On Friday night, Trump commuted the sentence of Stone, who previously worked as a former campaign adviser to the President. Last November, Stone was convicted of seven crimes including obstruction of justice, lying to Congress and witness tampering.
Stone’s conviction came after Mueller’s two-year investigation into accusations of collusion between the Trump campaign and Russia during the 2016 presidential election. Mueller’s probe found evidence of correspondence between Stone and WikiLeaks regarding the release of hacked Democratic party emails during the election cycle, but he concluded that he did not have the authority to charge Trump even if there are grounds to do so.
In a Washington Post op-ed titled “Roger Stone remains a convicted felon, and rightly so,” Mueller argued that the work of the special counsel’s office during his tenure “should speak for itself.”
“Stone was prosecuted and convicted because he committed federal crimes,” Mueller wrote. “He remains a convicted felon, and rightly so.”
Mueller hit back at the President’s claims that prosecutors acted in bad faith towards Stone and other Trump associates.
“We made every decision in Stone’s case, as in all our cases, based solely on the facts and the law and in accordance with the rule of law,” Mueller wrote. “The women and men who conducted these investigations and prosecutions acted with the highest integrity. Claims to the contrary are false.”
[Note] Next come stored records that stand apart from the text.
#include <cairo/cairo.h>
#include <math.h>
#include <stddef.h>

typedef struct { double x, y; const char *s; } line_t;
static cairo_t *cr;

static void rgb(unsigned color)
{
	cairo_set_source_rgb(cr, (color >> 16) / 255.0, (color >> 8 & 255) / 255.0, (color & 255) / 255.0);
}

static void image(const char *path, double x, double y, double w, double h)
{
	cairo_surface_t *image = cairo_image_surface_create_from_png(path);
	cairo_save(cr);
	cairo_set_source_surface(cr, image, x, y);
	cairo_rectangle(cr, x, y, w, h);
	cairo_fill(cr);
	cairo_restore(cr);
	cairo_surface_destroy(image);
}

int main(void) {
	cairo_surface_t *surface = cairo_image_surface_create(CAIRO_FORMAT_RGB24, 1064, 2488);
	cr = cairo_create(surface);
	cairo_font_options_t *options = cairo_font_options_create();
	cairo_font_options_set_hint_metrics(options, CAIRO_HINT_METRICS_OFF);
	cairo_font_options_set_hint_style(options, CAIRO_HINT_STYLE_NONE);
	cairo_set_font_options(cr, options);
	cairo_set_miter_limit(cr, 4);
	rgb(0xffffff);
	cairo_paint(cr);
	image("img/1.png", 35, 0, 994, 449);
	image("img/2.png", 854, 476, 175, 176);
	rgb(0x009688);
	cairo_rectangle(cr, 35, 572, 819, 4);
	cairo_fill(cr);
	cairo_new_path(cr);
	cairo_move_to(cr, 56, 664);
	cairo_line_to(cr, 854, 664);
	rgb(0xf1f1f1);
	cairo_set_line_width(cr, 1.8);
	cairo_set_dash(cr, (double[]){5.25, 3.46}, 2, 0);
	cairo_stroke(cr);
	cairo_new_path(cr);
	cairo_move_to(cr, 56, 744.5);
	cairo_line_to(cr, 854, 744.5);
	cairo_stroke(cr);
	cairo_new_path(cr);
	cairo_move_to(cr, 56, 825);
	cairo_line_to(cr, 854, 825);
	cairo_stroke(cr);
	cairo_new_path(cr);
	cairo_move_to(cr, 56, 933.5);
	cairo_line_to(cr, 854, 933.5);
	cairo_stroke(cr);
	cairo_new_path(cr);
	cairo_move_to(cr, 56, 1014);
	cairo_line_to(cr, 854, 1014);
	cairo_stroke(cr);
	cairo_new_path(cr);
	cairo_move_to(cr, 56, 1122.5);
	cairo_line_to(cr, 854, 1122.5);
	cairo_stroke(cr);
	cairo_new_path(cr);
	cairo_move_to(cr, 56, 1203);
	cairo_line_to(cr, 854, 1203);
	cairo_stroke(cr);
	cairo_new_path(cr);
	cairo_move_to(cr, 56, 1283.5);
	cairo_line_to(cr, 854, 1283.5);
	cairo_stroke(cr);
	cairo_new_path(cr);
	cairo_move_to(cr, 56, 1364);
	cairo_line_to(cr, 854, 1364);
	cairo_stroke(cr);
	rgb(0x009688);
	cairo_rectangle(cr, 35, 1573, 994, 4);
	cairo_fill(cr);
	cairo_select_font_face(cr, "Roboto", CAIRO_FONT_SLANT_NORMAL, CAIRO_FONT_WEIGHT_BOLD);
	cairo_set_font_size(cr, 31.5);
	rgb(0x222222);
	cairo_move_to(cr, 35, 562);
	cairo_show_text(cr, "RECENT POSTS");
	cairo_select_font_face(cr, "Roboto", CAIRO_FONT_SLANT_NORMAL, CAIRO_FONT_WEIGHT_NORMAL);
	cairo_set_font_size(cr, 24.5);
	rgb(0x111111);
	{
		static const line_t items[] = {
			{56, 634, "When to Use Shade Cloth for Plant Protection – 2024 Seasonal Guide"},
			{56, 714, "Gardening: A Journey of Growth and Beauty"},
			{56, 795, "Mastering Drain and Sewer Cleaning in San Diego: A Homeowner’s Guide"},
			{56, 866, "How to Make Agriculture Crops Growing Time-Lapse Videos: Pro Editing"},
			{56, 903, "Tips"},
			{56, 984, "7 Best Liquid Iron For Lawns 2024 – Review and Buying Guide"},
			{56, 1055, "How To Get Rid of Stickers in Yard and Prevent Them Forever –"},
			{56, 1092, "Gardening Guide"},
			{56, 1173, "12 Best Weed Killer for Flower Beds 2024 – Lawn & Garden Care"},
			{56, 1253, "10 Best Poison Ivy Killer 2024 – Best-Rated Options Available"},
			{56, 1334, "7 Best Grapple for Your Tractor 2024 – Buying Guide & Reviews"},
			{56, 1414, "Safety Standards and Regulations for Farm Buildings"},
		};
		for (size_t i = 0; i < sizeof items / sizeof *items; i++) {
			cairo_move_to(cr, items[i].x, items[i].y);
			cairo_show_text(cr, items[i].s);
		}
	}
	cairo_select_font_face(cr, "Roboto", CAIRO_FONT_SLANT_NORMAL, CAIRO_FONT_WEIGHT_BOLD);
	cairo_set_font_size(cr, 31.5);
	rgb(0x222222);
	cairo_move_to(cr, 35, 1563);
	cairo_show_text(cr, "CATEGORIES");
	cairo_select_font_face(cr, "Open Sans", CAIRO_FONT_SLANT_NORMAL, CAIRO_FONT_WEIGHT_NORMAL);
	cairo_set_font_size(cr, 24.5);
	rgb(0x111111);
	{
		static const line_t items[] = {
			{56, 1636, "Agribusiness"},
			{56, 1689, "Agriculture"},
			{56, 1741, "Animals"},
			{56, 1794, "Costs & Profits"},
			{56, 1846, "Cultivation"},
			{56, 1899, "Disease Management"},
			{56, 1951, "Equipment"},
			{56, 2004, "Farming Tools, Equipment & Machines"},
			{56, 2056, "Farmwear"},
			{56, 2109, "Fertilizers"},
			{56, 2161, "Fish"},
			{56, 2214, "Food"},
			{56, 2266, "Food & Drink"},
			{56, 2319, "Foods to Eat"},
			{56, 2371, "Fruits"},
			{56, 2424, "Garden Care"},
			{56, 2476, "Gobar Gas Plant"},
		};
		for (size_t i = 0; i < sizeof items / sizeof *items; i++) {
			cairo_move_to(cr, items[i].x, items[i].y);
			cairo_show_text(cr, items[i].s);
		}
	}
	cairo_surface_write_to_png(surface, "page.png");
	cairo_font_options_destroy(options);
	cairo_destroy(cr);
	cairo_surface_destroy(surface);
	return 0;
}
Shortly after commuting Stone’s sentence on Friday night, Trump told reporters that Stone and other associates who were convicted of crimes in the Russia probe found themselves in a “witch-hunt”.
“They’ve all been treated unfairly, and what I did, I will tell you this: people are extremely happy, because in this country, they want justice,” Trump said on Friday night.
Stone celebrated his commutation on Friday night as well, telling onlookers outside of his Fort Lauderdale, Florida home that the President “saved my life,” and gave him “an opportunity to fight for vindication.”